Anxiety builds over IMO 2020 ship content directive
Shipment Record

. As refiners stake $1 billion for low sulphur fuel for vessels

Take-off of the International Maritime Organisation (IMO’s) low sulphur content for ships effective January 1, 2020, might begin on a slow pace, as fuel refiners are far behind schedule.

Less than a year to go, a Wood Mackenzie report said refiners would need to undertake major projects to supply 0.5 per cent sulphur fuel oil to ships, and have committed about $1 billion to some new projects that would take years.

The report said early market signals on the supply of 0.5 per cent fuel oil indicate that it is not likely to be readily available, nor priced at a discount to crude (typical of the current 3.5 per cent grade), with attendant cost implications for ship owners.

Vice President, Refining, Chemicals and Oil Markets, Wood Mackenzie, Alan Gelder, said the range of potential outcomes remain wide; clarity may not emerge until the fourth quarter of 2020.

“Refinery investments will also be important, as refiners could undertake major projects to supply 0.5 per cent sulphur fuel oil. To date, few have committed to major capital projects and those that have are investing around $1 billion on projects that will take a number of years to implement.

“If this was delivered by the refining industry alone, it would be the biggest ever one-time removal of sulphur in a transport fuel. A key issue is that this legislation is not an obligation on the shipper, not the refiner,” he said.

Gelder added that, “certainties are few and far between, with more unknowns than knowns.”

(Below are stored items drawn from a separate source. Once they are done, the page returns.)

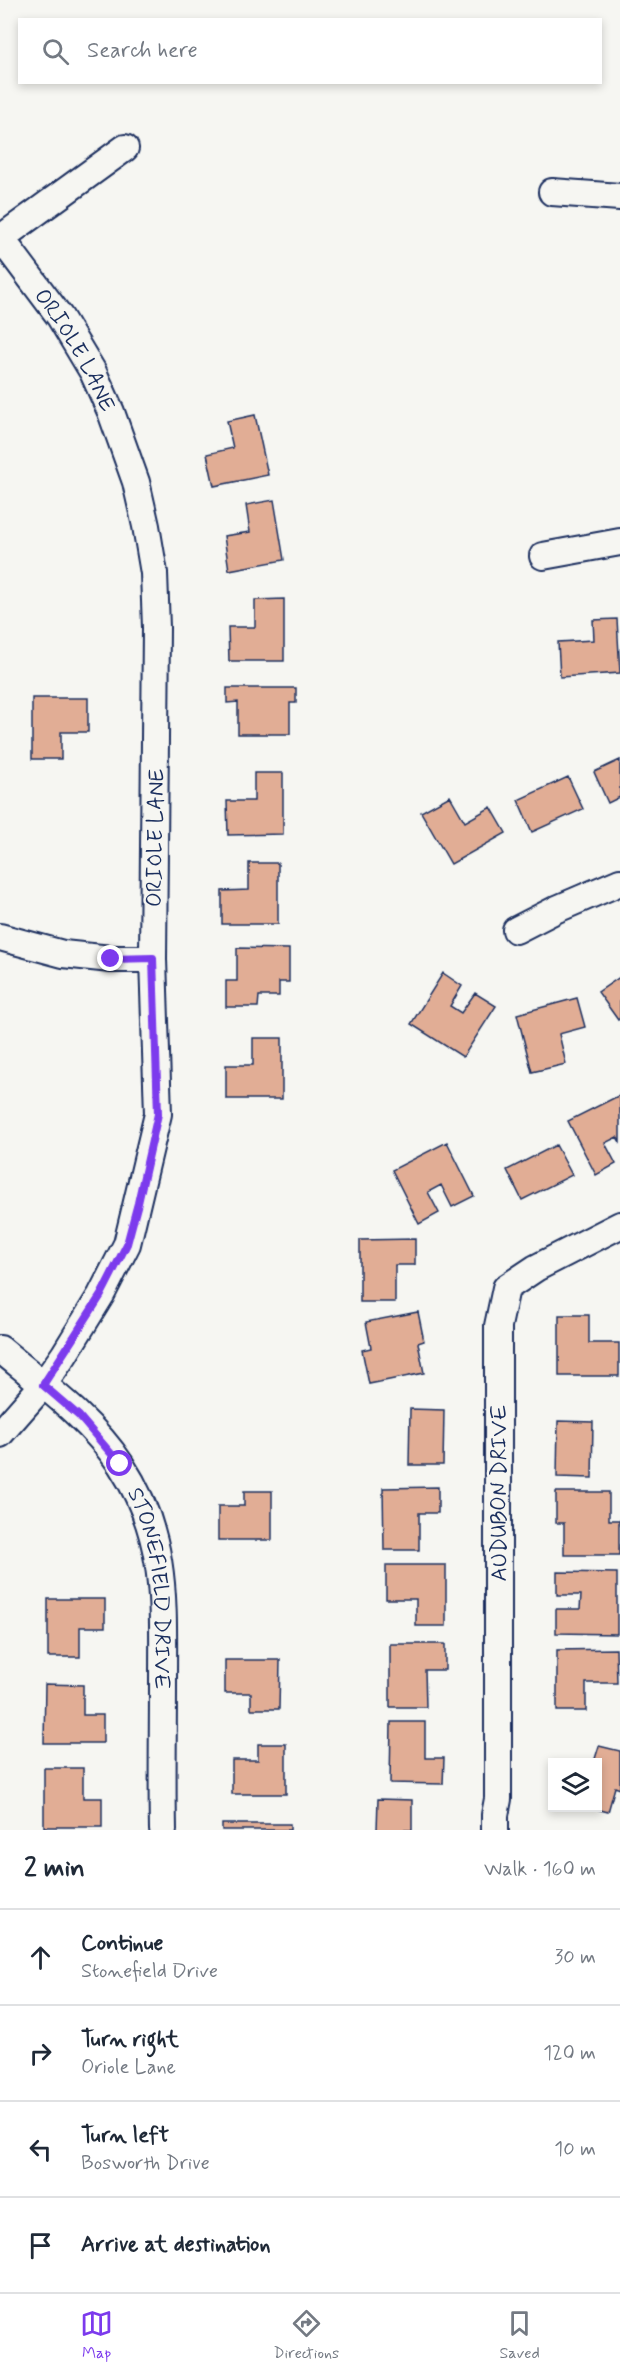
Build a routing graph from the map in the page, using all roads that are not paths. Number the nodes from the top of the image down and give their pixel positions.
1 (125, 148) dead end
2 (552, 192) dead end
3 (620, 197) edge
4 (0, 237) edge
5 (620, 542) edge
6 (543, 556) dead end
7 (620, 882) edge
8 (516, 930) dead end
9 (0, 937) edge
10 (153, 958) junction
11 (620, 1225) edge
12 (0, 1349) edge
13 (43, 1385) junction
14 (0, 1434) edge
15 (163, 1830) edge
16 (495, 1830) edge

1 - 4 street
2 - 3 street
4 - 10 street, ORIOLE LANE
5 - 6 street
7 - 8 street
9 - 10 street
10 - 13 street, ORIOLE LANE
11 - 16 street, AUDUBON DRIVE
12 - 13 street, STONEFIELD DRIVE
13 - 14 street, ORIOLE LANE
13 - 15 street, STONEFIELD DRIVE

Wood Mackenzie’s base case assumed high, but not full, global compliance, and the shipping sector swapping one million barrels per day of high-sulphur fuel oil demand by a similar volume of marine gas oil.

Despite the legislation coming into force in less than 12 months, Gelder said the range of potential outcomes remains very wide, as neither potential boundary case has been fully eliminated.

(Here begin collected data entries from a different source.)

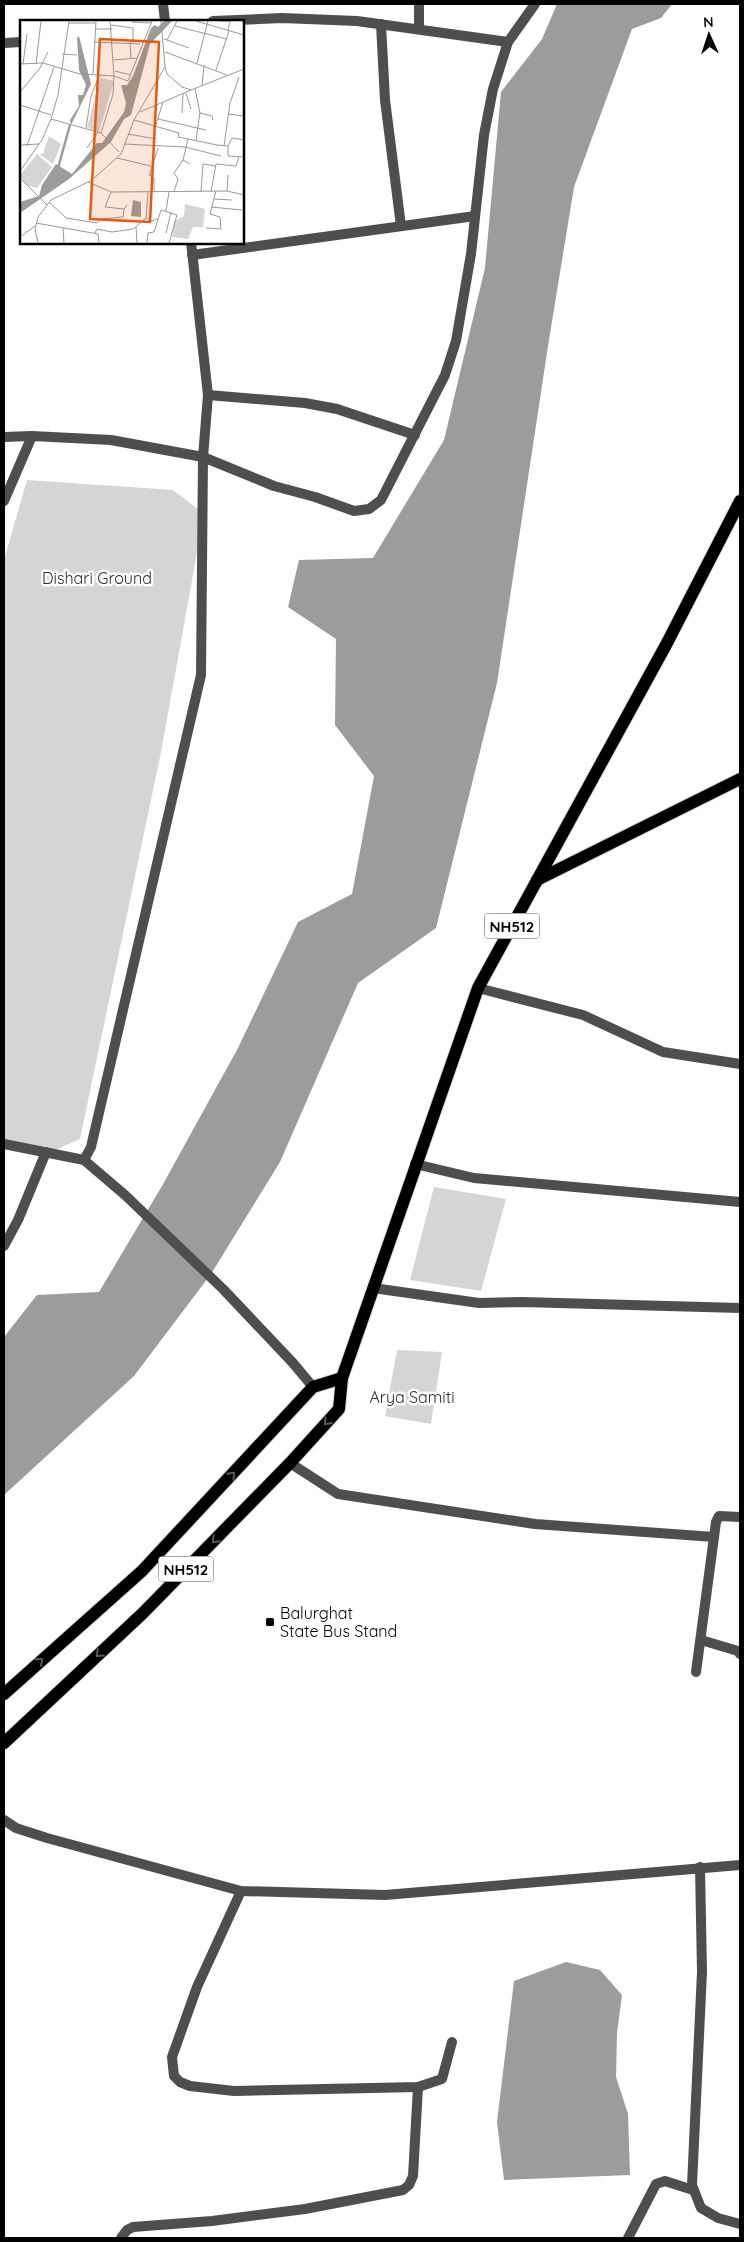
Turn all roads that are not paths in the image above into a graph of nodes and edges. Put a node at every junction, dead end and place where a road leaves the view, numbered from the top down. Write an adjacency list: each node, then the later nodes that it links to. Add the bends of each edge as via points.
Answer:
1 (163, 4): 4 (street)
2 (419, 4): 7 (street)
3 (535, 4): 9 (street)
4 (165, 20)
5 (236, 20): 6 (street, via 282,18)
6 (381, 24): 7 (street); 12 (street, via 385,100)
7 (419, 29): 9 (street)
8 (20, 42): 10 (street)
9 (508, 42): 11 (street, via 493,89 484,135)
10 (4, 43)
11 (475, 216): 12 (street); 16 (street, via 456,341 445,374)
12 (401, 226): 14 (street)
13 (191, 244): 14 (street)
14 (192, 255): 15 (street)
15 (208, 395): 16 (street, via 305,403 337,409); 19 (street)
16 (415, 435): 19 (street, via 381,500 369,509 354,511 274,486)
17 (32, 436): 18 (street); 19 (street, via 110,440); 20 (street)
18 (4, 437)
19 (203, 457): 28 (street, via 201,675 91,1147)
20 (4, 501)
21 (740, 501): 23 (main road, NH512, via 668,643)
22 (740, 779): 23 (main road)
23 (537, 880): 24 (main road, NH512)
24 (478, 988): 25 (street, via 583,1015 663,1052); 29 (main road, NH512)
25 (740, 1064)
26 (4, 1144): 27 (street)
27 (46, 1152): 28 (street); 31 (street)
28 (84, 1160): 35 (street, via 222,1289)
29 (415, 1164): 30 (street, via 474,1178); 32 (main road, NH512)
30 (740, 1202)
31 (4, 1246)
32 (373, 1288): 33 (street, via 479,1303); 34 (main road, NH512)
33 (740, 1308)
34 (342, 1378): 35 (main road); 36 (main road, NH512, one-way to 36, via 339,1409)
35 (313, 1388): 42 (main road, one-way to 35, via 142,1571)
36 (290, 1464): 38 (street, via 338,1494 535,1524); 43 (main road, NH512, one-way to 43, via 143,1613)
37 (740, 1517): 38 (street, via 719,1516)
38 (714, 1537): 39 (street)
39 (701, 1640): 40 (street); 41 (street)
40 (740, 1654)
41 (696, 1672)
42 (4, 1694)
43 (4, 1743)
44 (4, 1820): 47 (street, via 16,1828 47,1838)
45 (740, 1865): 46 (street)
46 (700, 1867): 47 (street, via 385,1895); 50 (street, via 702,1972 691,2173)
47 (241, 1891): 49 (street, via 187,2013 172,2057 174,2076 190,2086 234,2091)
48 (452, 2042): 49 (street, via 442,2079)
49 (418, 2087): 52 (street, via 413,2176 403,2190 306,2209 133,2227)
50 (693, 2190): 51 (street, via 701,2208 718,2218); 53 (street, via 665,2181 656,2184)
51 (740, 2224)
52 (121, 2238)
53 (628, 2238)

“One boundary case is that the regulatory enforcement is strict, delivering high global compliance. This would be disruptive for the refining sector, as it would be unable to process all of the displaced high-sulphur fuel oil as a refinery feedstock. The surplus fuel oil would need to compete its way into the power sector by pricing at comparable levels to coal.

“The surge in gas oil demand would require refiners to process more crude and we would be in an era reminiscent of the early 2000s, when strong demand growth for clean fuels drove up the global price of crude oil, distorting crude pricing and product pricing relationships. This would deliver enormous profits for the refining sector, but history suggests such distortions are often short-lived.”

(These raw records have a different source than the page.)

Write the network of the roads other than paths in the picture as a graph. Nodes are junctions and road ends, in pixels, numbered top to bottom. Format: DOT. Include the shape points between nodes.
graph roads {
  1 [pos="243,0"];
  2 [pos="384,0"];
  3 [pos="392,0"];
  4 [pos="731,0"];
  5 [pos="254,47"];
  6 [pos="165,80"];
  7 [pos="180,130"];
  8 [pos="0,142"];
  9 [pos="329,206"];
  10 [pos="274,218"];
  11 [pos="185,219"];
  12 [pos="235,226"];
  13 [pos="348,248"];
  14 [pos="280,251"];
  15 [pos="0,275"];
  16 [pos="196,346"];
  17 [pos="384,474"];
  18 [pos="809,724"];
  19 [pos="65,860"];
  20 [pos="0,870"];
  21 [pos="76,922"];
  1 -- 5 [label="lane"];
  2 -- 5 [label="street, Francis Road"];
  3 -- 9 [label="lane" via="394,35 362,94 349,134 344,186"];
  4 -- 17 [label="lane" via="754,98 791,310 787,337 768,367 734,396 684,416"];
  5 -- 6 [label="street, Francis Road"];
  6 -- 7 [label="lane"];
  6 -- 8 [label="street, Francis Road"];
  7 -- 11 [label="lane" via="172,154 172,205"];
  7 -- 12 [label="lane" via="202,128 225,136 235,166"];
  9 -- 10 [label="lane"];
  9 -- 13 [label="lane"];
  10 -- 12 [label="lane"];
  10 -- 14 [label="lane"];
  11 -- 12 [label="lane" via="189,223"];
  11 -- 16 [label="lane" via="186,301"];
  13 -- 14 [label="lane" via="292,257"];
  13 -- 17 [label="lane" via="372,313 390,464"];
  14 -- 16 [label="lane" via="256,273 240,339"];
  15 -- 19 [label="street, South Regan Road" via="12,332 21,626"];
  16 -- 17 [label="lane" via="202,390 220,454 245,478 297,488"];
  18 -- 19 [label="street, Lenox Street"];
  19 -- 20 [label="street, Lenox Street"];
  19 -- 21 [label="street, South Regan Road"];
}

As the new rule takes effect, the cost of ocean freight – and some international waterborne trade would increase, as shippers need to invest or buy more expensive fuels.

Also, he noted that refinery earnings should improve, as tighter fuel quality standards requires higher activity levels by the refining sector, for which it will earn a margin; the relative value of crude oils will change, as high sulphur, heavy crudes will become less valuable than today.

This will have an impact on the upstream sector and has the potential for this legislation to drive all crude prices higher, among others.

Gelder added that: “There are a number of key issues to watch. Firstly, government capabilities to monitor adoption and their appetite to enforce this regulation, as this will determine overall compliance. At present, the regulation will be enforced by the countries ships dock at port. It will be illegal for a vessel to have non-compliant fuel on board, but not all ports have the capability to test the quality of marine fuels and not all countries have ratified this IMO regulation into their national legislation.”